» **Task details**
Your answer must match the data word for word.

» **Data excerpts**
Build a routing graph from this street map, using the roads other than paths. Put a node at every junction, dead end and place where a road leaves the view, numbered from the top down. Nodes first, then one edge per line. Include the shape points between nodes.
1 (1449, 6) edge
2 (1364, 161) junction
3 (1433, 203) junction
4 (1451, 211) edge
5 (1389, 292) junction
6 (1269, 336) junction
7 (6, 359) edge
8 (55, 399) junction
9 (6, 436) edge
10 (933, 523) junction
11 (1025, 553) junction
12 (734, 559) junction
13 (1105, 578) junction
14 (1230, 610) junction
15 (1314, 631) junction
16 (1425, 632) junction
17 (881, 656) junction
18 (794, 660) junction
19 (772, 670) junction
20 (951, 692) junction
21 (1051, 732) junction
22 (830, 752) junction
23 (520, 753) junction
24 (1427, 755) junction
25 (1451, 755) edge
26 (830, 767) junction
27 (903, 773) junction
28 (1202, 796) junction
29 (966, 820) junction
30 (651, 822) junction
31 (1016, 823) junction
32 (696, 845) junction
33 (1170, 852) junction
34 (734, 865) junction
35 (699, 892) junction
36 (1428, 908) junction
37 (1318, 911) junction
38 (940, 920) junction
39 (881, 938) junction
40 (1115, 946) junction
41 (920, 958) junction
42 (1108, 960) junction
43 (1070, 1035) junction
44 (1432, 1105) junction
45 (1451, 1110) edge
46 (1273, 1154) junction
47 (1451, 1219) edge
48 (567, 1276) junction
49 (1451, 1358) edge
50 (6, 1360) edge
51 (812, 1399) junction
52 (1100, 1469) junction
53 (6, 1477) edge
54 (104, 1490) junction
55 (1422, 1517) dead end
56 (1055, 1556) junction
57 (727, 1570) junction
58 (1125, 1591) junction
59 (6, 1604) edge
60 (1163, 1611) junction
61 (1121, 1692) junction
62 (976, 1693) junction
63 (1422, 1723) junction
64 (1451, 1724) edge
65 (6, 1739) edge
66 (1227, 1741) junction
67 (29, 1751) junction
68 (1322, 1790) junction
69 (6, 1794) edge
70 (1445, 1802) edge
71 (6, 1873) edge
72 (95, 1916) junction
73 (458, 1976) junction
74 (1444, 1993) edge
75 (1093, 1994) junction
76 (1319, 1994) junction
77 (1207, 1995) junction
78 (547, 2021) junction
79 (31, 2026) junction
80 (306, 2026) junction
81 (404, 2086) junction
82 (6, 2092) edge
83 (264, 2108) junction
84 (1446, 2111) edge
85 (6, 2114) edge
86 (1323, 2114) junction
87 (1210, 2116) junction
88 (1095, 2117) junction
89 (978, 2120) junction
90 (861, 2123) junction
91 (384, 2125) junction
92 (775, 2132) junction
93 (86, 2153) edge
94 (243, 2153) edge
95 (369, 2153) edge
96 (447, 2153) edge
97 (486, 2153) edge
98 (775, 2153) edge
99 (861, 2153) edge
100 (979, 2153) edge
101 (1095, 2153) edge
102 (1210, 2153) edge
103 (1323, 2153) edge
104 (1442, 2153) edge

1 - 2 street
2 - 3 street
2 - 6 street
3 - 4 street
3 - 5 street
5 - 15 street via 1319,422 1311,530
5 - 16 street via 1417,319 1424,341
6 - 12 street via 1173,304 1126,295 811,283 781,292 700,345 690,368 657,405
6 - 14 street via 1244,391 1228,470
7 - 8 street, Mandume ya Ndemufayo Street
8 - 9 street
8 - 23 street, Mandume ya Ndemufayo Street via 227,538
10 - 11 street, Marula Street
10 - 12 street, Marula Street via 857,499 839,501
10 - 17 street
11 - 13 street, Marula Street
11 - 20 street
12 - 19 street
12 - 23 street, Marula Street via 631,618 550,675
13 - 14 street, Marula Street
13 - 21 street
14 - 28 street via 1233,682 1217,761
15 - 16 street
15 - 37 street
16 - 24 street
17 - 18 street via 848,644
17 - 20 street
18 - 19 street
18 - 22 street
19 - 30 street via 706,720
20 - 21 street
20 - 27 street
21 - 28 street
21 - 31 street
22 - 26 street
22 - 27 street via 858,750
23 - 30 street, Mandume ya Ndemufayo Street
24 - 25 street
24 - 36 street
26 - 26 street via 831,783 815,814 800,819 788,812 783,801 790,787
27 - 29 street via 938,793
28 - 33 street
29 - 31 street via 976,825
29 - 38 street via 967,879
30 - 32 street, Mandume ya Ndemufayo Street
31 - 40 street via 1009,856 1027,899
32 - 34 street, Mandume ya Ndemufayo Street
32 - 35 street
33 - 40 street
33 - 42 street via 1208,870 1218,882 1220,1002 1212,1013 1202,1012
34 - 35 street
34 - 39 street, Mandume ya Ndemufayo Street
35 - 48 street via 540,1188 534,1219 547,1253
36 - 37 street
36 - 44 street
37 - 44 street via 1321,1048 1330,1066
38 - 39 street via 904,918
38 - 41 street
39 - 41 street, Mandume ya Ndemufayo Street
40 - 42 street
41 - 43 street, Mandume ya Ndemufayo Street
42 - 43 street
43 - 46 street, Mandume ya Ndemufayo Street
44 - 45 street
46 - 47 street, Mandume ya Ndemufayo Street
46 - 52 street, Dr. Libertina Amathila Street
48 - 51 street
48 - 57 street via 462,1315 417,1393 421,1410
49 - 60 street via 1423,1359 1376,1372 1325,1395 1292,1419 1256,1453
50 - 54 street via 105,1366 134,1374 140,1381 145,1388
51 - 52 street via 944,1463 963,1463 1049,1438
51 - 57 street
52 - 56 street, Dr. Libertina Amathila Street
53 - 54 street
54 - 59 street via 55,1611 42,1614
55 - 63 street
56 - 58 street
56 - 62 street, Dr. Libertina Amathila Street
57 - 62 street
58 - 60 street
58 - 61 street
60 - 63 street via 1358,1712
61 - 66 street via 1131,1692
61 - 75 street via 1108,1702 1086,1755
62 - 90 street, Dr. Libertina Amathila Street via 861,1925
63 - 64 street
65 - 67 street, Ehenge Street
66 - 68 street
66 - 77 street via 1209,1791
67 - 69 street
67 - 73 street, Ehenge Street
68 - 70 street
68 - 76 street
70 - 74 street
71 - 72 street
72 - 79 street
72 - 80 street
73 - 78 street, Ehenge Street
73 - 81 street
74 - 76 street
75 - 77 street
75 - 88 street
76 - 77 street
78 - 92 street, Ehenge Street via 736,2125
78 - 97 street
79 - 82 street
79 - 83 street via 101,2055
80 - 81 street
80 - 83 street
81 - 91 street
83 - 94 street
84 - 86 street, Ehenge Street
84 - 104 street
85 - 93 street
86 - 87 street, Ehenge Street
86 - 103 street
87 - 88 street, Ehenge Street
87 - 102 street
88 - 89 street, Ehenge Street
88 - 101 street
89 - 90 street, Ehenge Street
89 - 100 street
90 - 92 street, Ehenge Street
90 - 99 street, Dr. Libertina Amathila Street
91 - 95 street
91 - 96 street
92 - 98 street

» **Your response**
Build a routing graph from this street map, using the roads other than paths. Put a node at every junction, dead end and place where a road leaves the view, numbered from the top down. Nodes first, then one edge per line. Include the shape points between nodes.
1 (1449, 6) edge
2 (1364, 161) junction
3 (1433, 203) junction
4 (1451, 211) edge
5 (1389, 292) junction
6 (1269, 336) junction
7 (6, 359) edge
8 (55, 399) junction
9 (6, 436) edge
10 (933, 523) junction
11 (1025, 553) junction
12 (734, 559) junction
13 (1105, 578) junction
14 (1230, 610) junction
15 (1314, 631) junction
16 (1425, 632) junction
17 (881, 656) junction
18 (794, 660) junction
19 (772, 670) junction
20 (951, 692) junction
21 (1051, 732) junction
22 (830, 752) junction
23 (520, 753) junction
24 (1427, 755) junction
25 (1451, 755) edge
26 (830, 767) junction
27 (903, 773) junction
28 (1202, 796) junction
29 (966, 820) junction
30 (651, 822) junction
31 (1016, 823) junction
32 (696, 845) junction
33 (1170, 852) junction
34 (734, 865) junction
35 (699, 892) junction
36 (1428, 908) junction
37 (1318, 911) junction
38 (940, 920) junction
39 (881, 938) junction
40 (1115, 946) junction
41 (920, 958) junction
42 (1108, 960) junction
43 (1070, 1035) junction
44 (1432, 1105) junction
45 (1451, 1110) edge
46 (1273, 1154) junction
47 (1451, 1219) edge
48 (567, 1276) junction
49 (1451, 1358) edge
50 (6, 1360) edge
51 (812, 1399) junction
52 (1100, 1469) junction
53 (6, 1477) edge
54 (104, 1490) junction
55 (1422, 1517) dead end
56 (1055, 1556) junction
57 (727, 1570) junction
58 (1125, 1591) junction
59 (6, 1604) edge
60 (1163, 1611) junction
61 (1121, 1692) junction
62 (976, 1693) junction
63 (1422, 1723) junction
64 (1451, 1724) edge
65 (6, 1739) edge
66 (1227, 1741) junction
67 (29, 1751) junction
68 (1322, 1790) junction
69 (6, 1794) edge
70 (1445, 1802) edge
71 (6, 1873) edge
72 (95, 1916) junction
73 (458, 1976) junction
74 (1444, 1993) edge
75 (1093, 1994) junction
76 (1319, 1994) junction
77 (1207, 1995) junction
78 (547, 2021) junction
79 (31, 2026) junction
80 (306, 2026) junction
81 (404, 2086) junction
82 (6, 2092) edge
83 (264, 2108) junction
84 (1446, 2111) edge
85 (6, 2114) edge
86 (1323, 2114) junction
87 (1210, 2116) junction
88 (1095, 2117) junction
89 (978, 2120) junction
90 (861, 2123) junction
91 (384, 2125) junction
92 (775, 2132) junction
93 (86, 2153) edge
94 (243, 2153) edge
95 (369, 2153) edge
96 (447, 2153) edge
97 (486, 2153) edge
98 (775, 2153) edge
99 (861, 2153) edge
100 (979, 2153) edge
101 (1095, 2153) edge
102 (1210, 2153) edge
103 (1323, 2153) edge
104 (1442, 2153) edge

1 - 2 street
2 - 3 street
2 - 6 street
3 - 4 street
3 - 5 street
5 - 15 street via 1319,422 1311,530
5 - 16 street via 1417,319 1424,341
6 - 12 street via 1173,304 1126,295 811,283 781,292 700,345 690,368 657,405
6 - 14 street via 1244,391 1228,470
7 - 8 street, Mandume ya Ndemufayo Street
8 - 9 street
8 - 23 street, Mandume ya Ndemufayo Street via 227,538
10 - 11 street, Marula Street
10 - 12 street, Marula Street via 857,499 839,501
10 - 17 street
11 - 13 street, Marula Street
11 - 20 street
12 - 19 street
12 - 23 street, Marula Street via 631,618 550,675
13 - 14 street, Marula Street
13 - 21 street
14 - 28 street via 1233,682 1217,761
15 - 16 street
15 - 37 street
16 - 24 street
17 - 18 street via 848,644
17 - 20 street
18 - 19 street
18 - 22 street
19 - 30 street via 706,720
20 - 21 street
20 - 27 street
21 - 28 street
21 - 31 street
22 - 26 street
22 - 27 street via 858,750
23 - 30 street, Mandume ya Ndemufayo Street
24 - 25 street
24 - 36 street
26 - 26 street via 831,783 815,814 800,819 788,812 783,801 790,787
27 - 29 street via 938,793
28 - 33 street
29 - 31 street via 976,825
29 - 38 street via 967,879
30 - 32 street, Mandume ya Ndemufayo Street
31 - 40 street via 1009,856 1027,899
32 - 34 street, Mandume ya Ndemufayo Street
32 - 35 street
33 - 40 street
33 - 42 street via 1208,870 1218,882 1220,1002 1212,1013 1202,1012
34 - 35 street
34 - 39 street, Mandume ya Ndemufayo Street
35 - 48 street via 540,1188 534,1219 547,1253
36 - 37 street
36 - 44 street
37 - 44 street via 1321,1048 1330,1066
38 - 39 street via 904,918
38 - 41 street
39 - 41 street, Mandume ya Ndemufayo Street
40 - 42 street
41 - 43 street, Mandume ya Ndemufayo Street
42 - 43 street
43 - 46 street, Mandume ya Ndemufayo Street
44 - 45 street
46 - 47 street, Mandume ya Ndemufayo Street
46 - 52 street, Dr. Libertina Amathila Street
48 - 51 street
48 - 57 street via 462,1315 417,1393 421,1410
49 - 60 street via 1423,1359 1376,1372 1325,1395 1292,1419 1256,1453
50 - 54 street via 105,1366 134,1374 140,1381 145,1388
51 - 52 street via 944,1463 963,1463 1049,1438
51 - 57 street
52 - 56 street, Dr. Libertina Amathila Street
53 - 54 street
54 - 59 street via 55,1611 42,1614
55 - 63 street
56 - 58 street
56 - 62 street, Dr. Libertina Amathila Street
57 - 62 street
58 - 60 street
58 - 61 street
60 - 63 street via 1358,1712
61 - 66 street via 1131,1692
61 - 75 street via 1108,1702 1086,1755
62 - 90 street, Dr. Libertina Amathila Street via 861,1925
63 - 64 street
65 - 67 street, Ehenge Street
66 - 68 street
66 - 77 street via 1209,1791
67 - 69 street
67 - 73 street, Ehenge Street
68 - 70 street
68 - 76 street
70 - 74 street
71 - 72 street
72 - 79 street
72 - 80 street
73 - 78 street, Ehenge Street
73 - 81 street
74 - 76 street
75 - 77 street
75 - 88 street
76 - 77 street
78 - 92 street, Ehenge Street via 736,2125
78 - 97 street
79 - 82 street
79 - 83 street via 101,2055
80 - 81 street
80 - 83 street
81 - 91 street
83 - 94 street
84 - 86 street, Ehenge Street
84 - 104 street
85 - 93 street
86 - 87 street, Ehenge Street
86 - 103 street
87 - 88 street, Ehenge Street
87 - 102 street
88 - 89 street, Ehenge Street
88 - 101 street
89 - 90 street, Ehenge Street
89 - 100 street
90 - 92 street, Ehenge Street
90 - 99 street, Dr. Libertina Amathila Street
91 - 95 street
91 - 96 street
92 - 98 street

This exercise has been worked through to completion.